::: Recorded information

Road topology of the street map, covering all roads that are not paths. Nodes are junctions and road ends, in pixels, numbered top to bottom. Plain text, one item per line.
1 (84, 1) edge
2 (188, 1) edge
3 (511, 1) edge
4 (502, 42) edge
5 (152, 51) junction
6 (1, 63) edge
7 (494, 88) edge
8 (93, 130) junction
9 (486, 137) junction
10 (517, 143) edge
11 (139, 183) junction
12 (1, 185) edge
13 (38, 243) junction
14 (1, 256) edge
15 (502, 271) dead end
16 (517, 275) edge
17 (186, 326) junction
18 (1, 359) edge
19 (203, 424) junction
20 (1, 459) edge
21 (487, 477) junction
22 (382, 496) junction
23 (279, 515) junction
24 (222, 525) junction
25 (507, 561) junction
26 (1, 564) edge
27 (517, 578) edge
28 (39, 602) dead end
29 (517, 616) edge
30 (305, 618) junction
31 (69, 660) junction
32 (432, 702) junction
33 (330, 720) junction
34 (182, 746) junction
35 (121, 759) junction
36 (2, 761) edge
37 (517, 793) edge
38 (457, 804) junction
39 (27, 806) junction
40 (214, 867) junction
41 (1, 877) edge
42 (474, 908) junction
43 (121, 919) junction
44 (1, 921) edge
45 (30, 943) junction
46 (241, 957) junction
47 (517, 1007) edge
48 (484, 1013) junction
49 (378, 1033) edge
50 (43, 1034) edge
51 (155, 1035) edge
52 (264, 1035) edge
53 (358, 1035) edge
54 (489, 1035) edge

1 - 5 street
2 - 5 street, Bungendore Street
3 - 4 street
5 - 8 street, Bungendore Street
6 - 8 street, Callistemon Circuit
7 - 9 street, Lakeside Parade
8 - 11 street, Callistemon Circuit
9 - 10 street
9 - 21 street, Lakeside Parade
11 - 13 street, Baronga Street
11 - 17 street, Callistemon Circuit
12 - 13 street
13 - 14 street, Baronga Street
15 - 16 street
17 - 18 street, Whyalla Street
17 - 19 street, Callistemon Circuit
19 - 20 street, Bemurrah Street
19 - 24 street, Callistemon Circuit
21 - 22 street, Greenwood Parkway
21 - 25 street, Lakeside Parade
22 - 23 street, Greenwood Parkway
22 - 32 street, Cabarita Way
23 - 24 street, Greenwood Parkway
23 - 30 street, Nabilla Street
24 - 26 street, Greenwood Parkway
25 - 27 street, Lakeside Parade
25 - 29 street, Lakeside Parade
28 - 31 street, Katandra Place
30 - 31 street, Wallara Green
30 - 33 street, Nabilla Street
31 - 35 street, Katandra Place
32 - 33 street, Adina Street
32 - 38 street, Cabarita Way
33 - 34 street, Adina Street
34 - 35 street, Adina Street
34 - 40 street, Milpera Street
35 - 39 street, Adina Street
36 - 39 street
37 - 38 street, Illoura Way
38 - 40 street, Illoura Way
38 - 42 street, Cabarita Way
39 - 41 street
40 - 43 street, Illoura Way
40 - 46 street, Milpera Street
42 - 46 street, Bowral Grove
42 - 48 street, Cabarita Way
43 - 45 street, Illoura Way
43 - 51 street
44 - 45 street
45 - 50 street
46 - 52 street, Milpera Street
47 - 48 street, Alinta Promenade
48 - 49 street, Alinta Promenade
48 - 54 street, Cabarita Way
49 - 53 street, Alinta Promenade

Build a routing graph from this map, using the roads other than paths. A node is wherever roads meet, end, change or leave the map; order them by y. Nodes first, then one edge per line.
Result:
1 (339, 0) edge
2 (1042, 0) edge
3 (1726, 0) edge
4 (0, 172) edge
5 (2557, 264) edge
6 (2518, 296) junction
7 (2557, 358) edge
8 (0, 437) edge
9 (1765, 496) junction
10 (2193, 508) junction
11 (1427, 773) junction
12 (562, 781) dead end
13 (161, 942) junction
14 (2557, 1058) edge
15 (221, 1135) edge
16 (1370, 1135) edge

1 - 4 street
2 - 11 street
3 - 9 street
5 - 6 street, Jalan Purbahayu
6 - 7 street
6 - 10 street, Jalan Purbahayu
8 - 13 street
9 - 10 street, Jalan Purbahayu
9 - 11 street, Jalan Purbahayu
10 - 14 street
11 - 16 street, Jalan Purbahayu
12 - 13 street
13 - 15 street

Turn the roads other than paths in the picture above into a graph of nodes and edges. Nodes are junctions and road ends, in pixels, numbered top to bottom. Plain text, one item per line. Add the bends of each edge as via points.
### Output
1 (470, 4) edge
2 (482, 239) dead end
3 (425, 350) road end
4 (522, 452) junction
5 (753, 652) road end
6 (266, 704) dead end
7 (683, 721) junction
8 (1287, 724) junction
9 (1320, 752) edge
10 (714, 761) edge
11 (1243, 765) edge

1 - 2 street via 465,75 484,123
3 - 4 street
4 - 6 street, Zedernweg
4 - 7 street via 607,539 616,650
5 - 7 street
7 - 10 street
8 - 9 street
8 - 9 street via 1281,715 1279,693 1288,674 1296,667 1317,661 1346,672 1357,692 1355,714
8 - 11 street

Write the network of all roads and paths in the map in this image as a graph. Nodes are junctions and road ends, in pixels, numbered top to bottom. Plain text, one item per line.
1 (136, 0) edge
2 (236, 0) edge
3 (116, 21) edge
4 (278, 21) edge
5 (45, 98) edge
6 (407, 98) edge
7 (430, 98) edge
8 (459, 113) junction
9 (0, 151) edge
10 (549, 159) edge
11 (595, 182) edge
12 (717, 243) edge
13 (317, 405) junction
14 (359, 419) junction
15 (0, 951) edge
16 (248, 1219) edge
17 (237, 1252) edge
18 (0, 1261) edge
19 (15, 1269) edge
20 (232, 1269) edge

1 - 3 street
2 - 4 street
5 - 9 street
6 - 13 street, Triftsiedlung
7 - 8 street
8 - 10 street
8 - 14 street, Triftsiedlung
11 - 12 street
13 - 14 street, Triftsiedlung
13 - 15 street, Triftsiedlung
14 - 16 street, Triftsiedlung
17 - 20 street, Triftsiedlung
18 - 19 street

::::::

- [Instructions to follow]
A word-for-word repeat of the full data is needed.

- [Reply to the task]
Road topology of the street map, covering all roads that are not paths. Nodes are junctions and road ends, in pixels, numbered top to bottom. Plain text, one item per line.
1 (84, 1) edge
2 (188, 1) edge
3 (511, 1) edge
4 (502, 42) edge
5 (152, 51) junction
6 (1, 63) edge
7 (494, 88) edge
8 (93, 130) junction
9 (486, 137) junction
10 (517, 143) edge
11 (139, 183) junction
12 (1, 185) edge
13 (38, 243) junction
14 (1, 256) edge
15 (502, 271) dead end
16 (517, 275) edge
17 (186, 326) junction
18 (1, 359) edge
19 (203, 424) junction
20 (1, 459) edge
21 (487, 477) junction
22 (382, 496) junction
23 (279, 515) junction
24 (222, 525) junction
25 (507, 561) junction
26 (1, 564) edge
27 (517, 578) edge
28 (39, 602) dead end
29 (517, 616) edge
30 (305, 618) junction
31 (69, 660) junction
32 (432, 702) junction
33 (330, 720) junction
34 (182, 746) junction
35 (121, 759) junction
36 (2, 761) edge
37 (517, 793) edge
38 (457, 804) junction
39 (27, 806) junction
40 (214, 867) junction
41 (1, 877) edge
42 (474, 908) junction
43 (121, 919) junction
44 (1, 921) edge
45 (30, 943) junction
46 (241, 957) junction
47 (517, 1007) edge
48 (484, 1013) junction
49 (378, 1033) edge
50 (43, 1034) edge
51 (155, 1035) edge
52 (264, 1035) edge
53 (358, 1035) edge
54 (489, 1035) edge

1 - 5 street
2 - 5 street, Bungendore Street
3 - 4 street
5 - 8 street, Bungendore Street
6 - 8 street, Callistemon Circuit
7 - 9 street, Lakeside Parade
8 - 11 street, Callistemon Circuit
9 - 10 street
9 - 21 street, Lakeside Parade
11 - 13 street, Baronga Street
11 - 17 street, Callistemon Circuit
12 - 13 street
13 - 14 street, Baronga Street
15 - 16 street
17 - 18 street, Whyalla Street
17 - 19 street, Callistemon Circuit
19 - 20 street, Bemurrah Street
19 - 24 street, Callistemon Circuit
21 - 22 street, Greenwood Parkway
21 - 25 street, Lakeside Parade
22 - 23 street, Greenwood Parkway
22 - 32 street, Cabarita Way
23 - 24 street, Greenwood Parkway
23 - 30 street, Nabilla Street
24 - 26 street, Greenwood Parkway
25 - 27 street, Lakeside Parade
25 - 29 street, Lakeside Parade
28 - 31 street, Katandra Place
30 - 31 street, Wallara Green
30 - 33 street, Nabilla Street
31 - 35 street, Katandra Place
32 - 33 street, Adina Street
32 - 38 street, Cabarita Way
33 - 34 street, Adina Street
34 - 35 street, Adina Street
34 - 40 street, Milpera Street
35 - 39 street, Adina Street
36 - 39 street
37 - 38 street, Illoura Way
38 - 40 street, Illoura Way
38 - 42 street, Cabarita Way
39 - 41 street
40 - 43 street, Illoura Way
40 - 46 street, Milpera Street
42 - 46 street, Bowral Grove
42 - 48 street, Cabarita Way
43 - 45 street, Illoura Way
43 - 51 street
44 - 45 street
45 - 50 street
46 - 52 street, Milpera Street
47 - 48 street, Alinta Promenade
48 - 49 street, Alinta Promenade
48 - 54 street, Cabarita Way
49 - 53 street, Alinta Promenade

Build a routing graph from this map, using the roads other than paths. A node is wherever roads meet, end, change or leave the map; order them by y. Nodes first, then one edge per line.
Result:
1 (339, 0) edge
2 (1042, 0) edge
3 (1726, 0) edge
4 (0, 172) edge
5 (2557, 264) edge
6 (2518, 296) junction
7 (2557, 358) edge
8 (0, 437) edge
9 (1765, 496) junction
10 (2193, 508) junction
11 (1427, 773) junction
12 (562, 781) dead end
13 (161, 942) junction
14 (2557, 1058) edge
15 (221, 1135) edge
16 (1370, 1135) edge

1 - 4 street
2 - 11 street
3 - 9 street
5 - 6 street, Jalan Purbahayu
6 - 7 street
6 - 10 street, Jalan Purbahayu
8 - 13 street
9 - 10 street, Jalan Purbahayu
9 - 11 street, Jalan Purbahayu
10 - 14 street
11 - 16 street, Jalan Purbahayu
12 - 13 street
13 - 15 street

Turn the roads other than paths in the picture above into a graph of nodes and edges. Nodes are junctions and road ends, in pixels, numbered top to bottom. Plain text, one item per line. Add the bends of each edge as via points.
### Output
1 (470, 4) edge
2 (482, 239) dead end
3 (425, 350) road end
4 (522, 452) junction
5 (753, 652) road end
6 (266, 704) dead end
7 (683, 721) junction
8 (1287, 724) junction
9 (1320, 752) edge
10 (714, 761) edge
11 (1243, 765) edge

1 - 2 street via 465,75 484,123
3 - 4 street
4 - 6 street, Zedernweg
4 - 7 street via 607,539 616,650
5 - 7 street
7 - 10 street
8 - 9 street
8 - 9 street via 1281,715 1279,693 1288,674 1296,667 1317,661 1346,672 1357,692 1355,714
8 - 11 street

Write the network of all roads and paths in the map in this image as a graph. Nodes are junctions and road ends, in pixels, numbered top to bottom. Plain text, one item per line.
1 (136, 0) edge
2 (236, 0) edge
3 (116, 21) edge
4 (278, 21) edge
5 (45, 98) edge
6 (407, 98) edge
7 (430, 98) edge
8 (459, 113) junction
9 (0, 151) edge
10 (549, 159) edge
11 (595, 182) edge
12 (717, 243) edge
13 (317, 405) junction
14 (359, 419) junction
15 (0, 951) edge
16 (248, 1219) edge
17 (237, 1252) edge
18 (0, 1261) edge
19 (15, 1269) edge
20 (232, 1269) edge

1 - 3 street
2 - 4 street
5 - 9 street
6 - 13 street, Triftsiedlung
7 - 8 street
8 - 10 street
8 - 14 street, Triftsiedlung
11 - 12 street
13 - 14 street, Triftsiedlung
13 - 15 street, Triftsiedlung
14 - 16 street, Triftsiedlung
17 - 20 street, Triftsiedlung
18 - 19 street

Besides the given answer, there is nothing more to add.